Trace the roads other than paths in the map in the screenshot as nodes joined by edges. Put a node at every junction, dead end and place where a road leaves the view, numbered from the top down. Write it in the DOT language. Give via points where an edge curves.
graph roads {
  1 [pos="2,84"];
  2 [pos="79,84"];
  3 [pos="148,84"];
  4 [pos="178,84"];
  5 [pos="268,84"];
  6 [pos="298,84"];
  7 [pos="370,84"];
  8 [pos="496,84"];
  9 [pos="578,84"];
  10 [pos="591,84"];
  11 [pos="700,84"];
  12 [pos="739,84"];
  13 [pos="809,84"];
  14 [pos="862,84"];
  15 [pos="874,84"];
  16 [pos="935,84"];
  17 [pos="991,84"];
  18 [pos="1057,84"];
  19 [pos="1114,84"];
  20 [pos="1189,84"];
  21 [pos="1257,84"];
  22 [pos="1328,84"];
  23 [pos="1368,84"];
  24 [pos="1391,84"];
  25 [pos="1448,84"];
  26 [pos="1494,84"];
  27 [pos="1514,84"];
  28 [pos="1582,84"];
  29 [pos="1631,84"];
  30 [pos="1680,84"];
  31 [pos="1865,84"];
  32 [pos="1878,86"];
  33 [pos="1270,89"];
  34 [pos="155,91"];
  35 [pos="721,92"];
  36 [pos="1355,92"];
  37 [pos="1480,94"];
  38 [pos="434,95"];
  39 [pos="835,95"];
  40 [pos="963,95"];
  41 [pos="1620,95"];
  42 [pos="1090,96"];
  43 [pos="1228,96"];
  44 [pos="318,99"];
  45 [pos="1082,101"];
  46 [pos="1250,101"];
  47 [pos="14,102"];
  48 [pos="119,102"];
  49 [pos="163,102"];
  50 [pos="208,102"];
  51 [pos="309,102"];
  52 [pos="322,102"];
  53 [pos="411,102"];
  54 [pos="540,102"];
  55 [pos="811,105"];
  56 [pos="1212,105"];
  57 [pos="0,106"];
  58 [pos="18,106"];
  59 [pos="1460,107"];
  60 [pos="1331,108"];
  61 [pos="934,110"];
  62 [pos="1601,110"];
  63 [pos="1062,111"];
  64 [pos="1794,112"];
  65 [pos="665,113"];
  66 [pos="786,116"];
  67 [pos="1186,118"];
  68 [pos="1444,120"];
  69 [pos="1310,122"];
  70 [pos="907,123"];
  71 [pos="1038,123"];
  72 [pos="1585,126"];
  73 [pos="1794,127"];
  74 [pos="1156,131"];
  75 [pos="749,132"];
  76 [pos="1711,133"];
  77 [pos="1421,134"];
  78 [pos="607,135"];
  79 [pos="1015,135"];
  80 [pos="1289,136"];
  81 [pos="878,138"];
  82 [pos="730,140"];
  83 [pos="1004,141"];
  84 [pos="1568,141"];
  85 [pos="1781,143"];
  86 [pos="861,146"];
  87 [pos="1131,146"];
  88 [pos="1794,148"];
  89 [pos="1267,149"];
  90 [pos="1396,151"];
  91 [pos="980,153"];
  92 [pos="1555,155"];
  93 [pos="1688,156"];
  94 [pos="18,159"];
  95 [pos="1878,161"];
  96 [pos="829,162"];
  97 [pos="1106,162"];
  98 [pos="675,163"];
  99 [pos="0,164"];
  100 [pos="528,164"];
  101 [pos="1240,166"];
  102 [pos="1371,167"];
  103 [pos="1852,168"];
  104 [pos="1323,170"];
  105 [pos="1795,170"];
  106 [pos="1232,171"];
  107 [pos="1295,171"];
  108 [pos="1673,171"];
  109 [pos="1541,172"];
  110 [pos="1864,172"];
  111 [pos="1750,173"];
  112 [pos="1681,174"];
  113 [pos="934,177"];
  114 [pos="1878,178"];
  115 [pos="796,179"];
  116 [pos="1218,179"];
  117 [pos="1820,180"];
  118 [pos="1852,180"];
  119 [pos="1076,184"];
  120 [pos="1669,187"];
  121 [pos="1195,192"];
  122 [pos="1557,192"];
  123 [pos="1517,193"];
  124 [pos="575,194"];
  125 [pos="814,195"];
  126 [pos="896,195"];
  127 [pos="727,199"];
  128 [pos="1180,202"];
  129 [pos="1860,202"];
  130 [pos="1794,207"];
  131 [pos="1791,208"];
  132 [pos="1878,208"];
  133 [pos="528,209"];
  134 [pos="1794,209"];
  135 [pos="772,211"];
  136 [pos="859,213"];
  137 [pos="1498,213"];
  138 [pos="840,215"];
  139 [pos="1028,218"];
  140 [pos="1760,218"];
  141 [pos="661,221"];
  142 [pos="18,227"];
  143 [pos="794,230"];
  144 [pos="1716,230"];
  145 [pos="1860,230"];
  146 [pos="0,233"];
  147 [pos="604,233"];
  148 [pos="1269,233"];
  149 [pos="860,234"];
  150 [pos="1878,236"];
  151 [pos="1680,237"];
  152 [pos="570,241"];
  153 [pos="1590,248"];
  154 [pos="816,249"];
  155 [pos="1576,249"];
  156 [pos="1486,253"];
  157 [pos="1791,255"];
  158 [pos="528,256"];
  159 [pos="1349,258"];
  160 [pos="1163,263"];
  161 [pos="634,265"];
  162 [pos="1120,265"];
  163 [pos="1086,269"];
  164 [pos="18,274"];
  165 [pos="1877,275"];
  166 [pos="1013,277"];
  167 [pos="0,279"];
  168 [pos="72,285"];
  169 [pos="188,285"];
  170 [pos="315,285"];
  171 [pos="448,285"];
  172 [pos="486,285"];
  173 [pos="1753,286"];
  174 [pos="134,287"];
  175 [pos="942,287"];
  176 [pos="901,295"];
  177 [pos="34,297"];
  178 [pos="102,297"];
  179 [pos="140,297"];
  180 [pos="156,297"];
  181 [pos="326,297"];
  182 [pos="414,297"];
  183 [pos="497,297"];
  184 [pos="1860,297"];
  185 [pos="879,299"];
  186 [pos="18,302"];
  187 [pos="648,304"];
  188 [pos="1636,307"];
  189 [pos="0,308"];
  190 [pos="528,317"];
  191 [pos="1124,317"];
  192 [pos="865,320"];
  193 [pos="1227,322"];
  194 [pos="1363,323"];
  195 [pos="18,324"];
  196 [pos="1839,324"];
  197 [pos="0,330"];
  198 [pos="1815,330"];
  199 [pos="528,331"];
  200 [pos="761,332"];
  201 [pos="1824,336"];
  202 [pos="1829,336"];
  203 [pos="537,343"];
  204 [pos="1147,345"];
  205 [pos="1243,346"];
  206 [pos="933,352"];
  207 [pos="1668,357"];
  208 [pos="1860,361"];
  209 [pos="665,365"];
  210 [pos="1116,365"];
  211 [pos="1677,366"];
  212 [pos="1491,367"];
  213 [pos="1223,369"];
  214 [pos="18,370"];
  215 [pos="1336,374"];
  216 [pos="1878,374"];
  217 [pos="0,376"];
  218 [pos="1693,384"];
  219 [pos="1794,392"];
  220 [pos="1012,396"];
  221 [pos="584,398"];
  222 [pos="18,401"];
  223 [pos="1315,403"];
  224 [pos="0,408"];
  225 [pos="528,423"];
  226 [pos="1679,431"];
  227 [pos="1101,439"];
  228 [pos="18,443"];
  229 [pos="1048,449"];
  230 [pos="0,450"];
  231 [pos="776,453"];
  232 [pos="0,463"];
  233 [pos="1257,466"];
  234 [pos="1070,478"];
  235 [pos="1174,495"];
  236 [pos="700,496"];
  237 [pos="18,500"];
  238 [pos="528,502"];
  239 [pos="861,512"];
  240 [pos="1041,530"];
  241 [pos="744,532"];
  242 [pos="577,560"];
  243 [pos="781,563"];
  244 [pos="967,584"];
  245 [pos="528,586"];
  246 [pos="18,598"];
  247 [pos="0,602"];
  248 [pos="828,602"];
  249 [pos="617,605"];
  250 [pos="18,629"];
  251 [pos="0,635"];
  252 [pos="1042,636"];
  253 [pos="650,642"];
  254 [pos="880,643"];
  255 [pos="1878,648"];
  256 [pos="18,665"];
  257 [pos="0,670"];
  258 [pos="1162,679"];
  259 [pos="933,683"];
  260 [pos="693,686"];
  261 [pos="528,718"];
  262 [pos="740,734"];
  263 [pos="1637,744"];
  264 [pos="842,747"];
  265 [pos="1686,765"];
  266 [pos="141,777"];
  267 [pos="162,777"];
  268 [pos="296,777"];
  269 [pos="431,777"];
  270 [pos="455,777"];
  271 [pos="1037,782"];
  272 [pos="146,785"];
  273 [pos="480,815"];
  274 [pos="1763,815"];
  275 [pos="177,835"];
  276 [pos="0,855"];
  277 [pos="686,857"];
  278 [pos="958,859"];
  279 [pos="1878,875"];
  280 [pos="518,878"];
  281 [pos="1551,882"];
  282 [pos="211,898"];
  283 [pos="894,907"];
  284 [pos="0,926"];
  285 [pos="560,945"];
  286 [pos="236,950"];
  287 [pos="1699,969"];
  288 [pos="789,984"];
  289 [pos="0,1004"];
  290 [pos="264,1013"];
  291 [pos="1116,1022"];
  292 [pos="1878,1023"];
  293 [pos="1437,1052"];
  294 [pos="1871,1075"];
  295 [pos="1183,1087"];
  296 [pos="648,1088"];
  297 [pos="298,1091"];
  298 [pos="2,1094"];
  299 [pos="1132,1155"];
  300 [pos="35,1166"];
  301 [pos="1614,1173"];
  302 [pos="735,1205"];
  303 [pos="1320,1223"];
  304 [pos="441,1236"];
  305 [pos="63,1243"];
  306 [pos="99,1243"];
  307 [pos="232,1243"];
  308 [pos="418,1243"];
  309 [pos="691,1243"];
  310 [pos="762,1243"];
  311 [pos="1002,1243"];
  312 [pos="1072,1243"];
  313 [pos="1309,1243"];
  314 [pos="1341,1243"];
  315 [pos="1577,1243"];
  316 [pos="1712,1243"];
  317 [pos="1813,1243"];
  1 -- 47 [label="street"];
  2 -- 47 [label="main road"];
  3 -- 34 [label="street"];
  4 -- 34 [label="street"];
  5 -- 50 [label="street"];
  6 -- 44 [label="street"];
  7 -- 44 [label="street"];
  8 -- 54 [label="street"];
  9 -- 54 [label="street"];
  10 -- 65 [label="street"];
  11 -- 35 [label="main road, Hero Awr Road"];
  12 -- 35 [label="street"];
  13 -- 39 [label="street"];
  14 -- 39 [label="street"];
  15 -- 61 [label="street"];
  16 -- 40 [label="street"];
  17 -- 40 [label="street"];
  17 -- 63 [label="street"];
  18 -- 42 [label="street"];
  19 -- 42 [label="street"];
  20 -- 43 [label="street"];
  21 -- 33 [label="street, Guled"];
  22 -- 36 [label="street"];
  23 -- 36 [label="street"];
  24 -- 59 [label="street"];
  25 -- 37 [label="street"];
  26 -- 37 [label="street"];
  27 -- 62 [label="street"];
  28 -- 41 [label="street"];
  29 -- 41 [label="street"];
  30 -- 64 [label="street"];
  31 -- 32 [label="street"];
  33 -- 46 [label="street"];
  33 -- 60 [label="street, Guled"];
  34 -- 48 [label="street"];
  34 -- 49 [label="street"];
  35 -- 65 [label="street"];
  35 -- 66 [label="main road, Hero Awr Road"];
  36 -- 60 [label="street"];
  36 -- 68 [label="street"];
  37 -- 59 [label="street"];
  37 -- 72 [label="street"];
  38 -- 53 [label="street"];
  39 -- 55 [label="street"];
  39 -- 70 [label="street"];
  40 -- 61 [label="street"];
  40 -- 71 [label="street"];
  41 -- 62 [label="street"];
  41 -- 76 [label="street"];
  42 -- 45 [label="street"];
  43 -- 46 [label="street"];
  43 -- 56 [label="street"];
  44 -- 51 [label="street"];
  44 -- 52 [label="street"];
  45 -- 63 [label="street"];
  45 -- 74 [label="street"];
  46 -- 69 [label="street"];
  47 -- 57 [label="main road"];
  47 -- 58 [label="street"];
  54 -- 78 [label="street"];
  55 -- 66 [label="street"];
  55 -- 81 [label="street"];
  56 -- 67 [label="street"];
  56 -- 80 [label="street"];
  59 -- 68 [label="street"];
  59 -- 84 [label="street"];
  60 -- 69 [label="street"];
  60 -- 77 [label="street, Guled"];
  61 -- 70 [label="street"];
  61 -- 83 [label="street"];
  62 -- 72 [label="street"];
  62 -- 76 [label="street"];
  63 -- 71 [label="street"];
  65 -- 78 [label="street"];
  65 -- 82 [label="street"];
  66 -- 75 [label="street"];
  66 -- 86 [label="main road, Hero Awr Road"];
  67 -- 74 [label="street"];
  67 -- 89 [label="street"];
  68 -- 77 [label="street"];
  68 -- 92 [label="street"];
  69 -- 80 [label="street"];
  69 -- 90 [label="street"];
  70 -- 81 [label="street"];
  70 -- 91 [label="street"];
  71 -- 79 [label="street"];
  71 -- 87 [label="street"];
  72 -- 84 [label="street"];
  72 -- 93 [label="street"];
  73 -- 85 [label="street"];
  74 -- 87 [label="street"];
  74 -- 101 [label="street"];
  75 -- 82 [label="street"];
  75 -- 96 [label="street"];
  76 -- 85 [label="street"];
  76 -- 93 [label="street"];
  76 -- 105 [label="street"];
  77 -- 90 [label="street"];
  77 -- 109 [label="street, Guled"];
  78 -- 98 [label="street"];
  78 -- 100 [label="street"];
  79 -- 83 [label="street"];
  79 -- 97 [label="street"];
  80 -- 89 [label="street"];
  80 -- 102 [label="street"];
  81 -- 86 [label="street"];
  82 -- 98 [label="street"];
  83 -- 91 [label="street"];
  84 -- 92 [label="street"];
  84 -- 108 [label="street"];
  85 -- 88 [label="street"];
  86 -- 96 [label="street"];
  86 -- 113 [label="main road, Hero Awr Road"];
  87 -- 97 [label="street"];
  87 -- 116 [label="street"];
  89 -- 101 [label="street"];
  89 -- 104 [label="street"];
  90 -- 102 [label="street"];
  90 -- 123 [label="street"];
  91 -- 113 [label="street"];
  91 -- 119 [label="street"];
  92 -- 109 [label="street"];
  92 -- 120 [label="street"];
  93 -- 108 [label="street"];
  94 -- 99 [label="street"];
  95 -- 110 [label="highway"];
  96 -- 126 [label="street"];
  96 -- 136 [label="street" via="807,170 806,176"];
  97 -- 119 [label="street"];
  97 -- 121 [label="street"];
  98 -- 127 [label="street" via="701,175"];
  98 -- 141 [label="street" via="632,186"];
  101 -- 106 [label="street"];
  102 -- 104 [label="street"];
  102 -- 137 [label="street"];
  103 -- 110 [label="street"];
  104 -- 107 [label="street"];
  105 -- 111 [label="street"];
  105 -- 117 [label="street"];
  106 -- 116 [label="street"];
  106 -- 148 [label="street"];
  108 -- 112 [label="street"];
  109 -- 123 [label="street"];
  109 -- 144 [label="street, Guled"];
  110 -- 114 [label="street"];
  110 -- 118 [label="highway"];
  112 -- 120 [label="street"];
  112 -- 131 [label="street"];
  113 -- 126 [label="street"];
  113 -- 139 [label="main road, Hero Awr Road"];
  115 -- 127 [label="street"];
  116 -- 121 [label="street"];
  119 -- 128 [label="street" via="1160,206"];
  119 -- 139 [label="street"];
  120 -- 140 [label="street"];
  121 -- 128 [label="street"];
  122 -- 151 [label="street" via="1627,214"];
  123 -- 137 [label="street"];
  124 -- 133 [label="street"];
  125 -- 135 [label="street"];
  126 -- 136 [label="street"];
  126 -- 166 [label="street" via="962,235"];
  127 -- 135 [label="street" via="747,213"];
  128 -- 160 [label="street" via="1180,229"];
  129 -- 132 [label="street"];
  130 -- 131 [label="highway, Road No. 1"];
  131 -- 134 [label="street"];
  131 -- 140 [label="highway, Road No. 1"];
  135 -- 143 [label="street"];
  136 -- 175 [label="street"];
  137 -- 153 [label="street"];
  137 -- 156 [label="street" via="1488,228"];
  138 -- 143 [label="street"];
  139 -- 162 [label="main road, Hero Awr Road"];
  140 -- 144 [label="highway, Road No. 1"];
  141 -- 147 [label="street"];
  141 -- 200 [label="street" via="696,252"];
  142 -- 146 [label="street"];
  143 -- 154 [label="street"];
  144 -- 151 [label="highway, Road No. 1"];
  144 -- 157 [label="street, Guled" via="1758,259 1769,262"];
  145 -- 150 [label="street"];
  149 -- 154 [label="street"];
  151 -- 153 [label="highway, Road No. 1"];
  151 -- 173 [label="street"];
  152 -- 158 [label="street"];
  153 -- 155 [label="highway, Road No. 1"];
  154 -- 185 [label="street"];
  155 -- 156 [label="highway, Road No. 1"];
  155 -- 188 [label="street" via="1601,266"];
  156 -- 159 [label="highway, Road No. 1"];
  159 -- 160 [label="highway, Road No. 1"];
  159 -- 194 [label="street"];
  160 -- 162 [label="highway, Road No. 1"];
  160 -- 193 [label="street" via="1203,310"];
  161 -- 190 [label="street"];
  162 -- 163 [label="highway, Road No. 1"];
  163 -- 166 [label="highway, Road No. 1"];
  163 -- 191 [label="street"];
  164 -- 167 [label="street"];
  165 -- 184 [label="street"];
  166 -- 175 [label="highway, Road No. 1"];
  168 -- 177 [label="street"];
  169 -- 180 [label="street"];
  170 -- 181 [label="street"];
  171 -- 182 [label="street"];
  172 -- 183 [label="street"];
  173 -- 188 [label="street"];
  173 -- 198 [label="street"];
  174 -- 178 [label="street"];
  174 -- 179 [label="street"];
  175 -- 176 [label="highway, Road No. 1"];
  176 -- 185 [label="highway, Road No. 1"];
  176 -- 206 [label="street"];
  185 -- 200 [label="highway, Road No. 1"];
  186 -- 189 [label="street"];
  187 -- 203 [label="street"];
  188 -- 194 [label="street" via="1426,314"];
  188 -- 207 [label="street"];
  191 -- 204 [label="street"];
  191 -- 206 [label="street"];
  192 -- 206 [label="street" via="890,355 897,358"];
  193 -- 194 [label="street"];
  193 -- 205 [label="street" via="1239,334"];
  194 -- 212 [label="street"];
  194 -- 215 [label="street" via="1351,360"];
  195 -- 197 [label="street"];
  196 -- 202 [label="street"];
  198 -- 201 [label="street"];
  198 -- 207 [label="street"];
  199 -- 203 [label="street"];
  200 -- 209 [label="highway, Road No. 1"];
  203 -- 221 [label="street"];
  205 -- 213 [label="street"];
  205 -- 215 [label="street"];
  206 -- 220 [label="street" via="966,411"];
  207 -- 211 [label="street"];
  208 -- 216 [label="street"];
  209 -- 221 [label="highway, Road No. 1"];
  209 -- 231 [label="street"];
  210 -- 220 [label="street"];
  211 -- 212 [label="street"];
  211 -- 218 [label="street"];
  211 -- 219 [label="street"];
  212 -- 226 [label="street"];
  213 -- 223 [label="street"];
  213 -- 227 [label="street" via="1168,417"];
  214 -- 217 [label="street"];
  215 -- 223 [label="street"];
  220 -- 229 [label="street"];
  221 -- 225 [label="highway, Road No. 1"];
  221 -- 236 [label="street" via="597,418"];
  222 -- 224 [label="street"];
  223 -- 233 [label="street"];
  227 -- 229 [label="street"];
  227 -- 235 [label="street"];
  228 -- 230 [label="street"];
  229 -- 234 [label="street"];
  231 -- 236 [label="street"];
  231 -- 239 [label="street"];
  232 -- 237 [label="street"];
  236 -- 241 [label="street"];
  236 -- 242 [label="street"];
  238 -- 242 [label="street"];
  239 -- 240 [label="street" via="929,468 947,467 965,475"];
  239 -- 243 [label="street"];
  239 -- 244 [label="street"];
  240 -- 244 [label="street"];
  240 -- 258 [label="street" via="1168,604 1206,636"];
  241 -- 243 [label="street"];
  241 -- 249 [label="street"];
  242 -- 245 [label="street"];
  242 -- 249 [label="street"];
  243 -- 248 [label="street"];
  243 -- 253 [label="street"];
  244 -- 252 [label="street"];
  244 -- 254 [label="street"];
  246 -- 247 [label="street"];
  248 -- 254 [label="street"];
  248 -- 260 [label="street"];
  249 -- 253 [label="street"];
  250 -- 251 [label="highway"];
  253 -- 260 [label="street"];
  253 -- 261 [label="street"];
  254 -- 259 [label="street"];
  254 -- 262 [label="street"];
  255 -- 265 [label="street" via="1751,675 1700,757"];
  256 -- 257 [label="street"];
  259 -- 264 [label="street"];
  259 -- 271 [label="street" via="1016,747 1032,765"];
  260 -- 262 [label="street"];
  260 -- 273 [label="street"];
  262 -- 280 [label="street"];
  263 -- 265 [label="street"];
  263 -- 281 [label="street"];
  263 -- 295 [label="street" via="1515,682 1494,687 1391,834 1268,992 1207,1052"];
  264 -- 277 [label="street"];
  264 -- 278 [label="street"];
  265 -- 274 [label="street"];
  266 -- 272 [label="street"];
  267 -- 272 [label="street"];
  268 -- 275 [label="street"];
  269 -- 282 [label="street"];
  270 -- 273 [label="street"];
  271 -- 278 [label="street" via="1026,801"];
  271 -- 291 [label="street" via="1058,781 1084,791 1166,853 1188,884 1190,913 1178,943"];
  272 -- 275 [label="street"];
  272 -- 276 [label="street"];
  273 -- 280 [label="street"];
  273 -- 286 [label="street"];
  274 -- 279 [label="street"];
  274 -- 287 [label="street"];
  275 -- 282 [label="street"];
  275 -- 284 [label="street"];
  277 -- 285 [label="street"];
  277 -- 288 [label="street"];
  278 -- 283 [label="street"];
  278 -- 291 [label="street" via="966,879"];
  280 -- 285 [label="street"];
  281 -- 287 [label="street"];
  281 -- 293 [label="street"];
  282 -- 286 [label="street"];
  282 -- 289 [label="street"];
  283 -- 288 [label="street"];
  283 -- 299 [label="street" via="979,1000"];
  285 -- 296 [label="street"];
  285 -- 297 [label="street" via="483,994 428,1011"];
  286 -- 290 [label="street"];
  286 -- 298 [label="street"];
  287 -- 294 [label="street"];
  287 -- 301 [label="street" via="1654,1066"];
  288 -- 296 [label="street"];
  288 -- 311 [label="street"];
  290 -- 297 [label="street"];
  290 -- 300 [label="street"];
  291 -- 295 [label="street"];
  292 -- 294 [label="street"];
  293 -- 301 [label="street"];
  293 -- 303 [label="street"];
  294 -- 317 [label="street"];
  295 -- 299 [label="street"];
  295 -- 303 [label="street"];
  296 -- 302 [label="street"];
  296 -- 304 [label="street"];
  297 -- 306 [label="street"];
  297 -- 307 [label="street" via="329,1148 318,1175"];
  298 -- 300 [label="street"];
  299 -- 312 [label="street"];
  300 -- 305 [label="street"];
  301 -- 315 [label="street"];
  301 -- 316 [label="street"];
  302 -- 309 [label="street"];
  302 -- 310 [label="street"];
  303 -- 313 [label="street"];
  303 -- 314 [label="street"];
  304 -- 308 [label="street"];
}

• Problem:
Pull out every line above that holds the word "Hero".

• Task output:
  11 -- 35 [label="main road, Hero Awr Road"];
  35 -- 66 [label="main road, Hero Awr Road"];
  66 -- 86 [label="main road, Hero Awr Road"];
  86 -- 113 [label="main road, Hero Awr Road"];
  113 -- 139 [label="main road, Hero Awr Road"];
  139 -- 162 [label="main road, Hero Awr Road"];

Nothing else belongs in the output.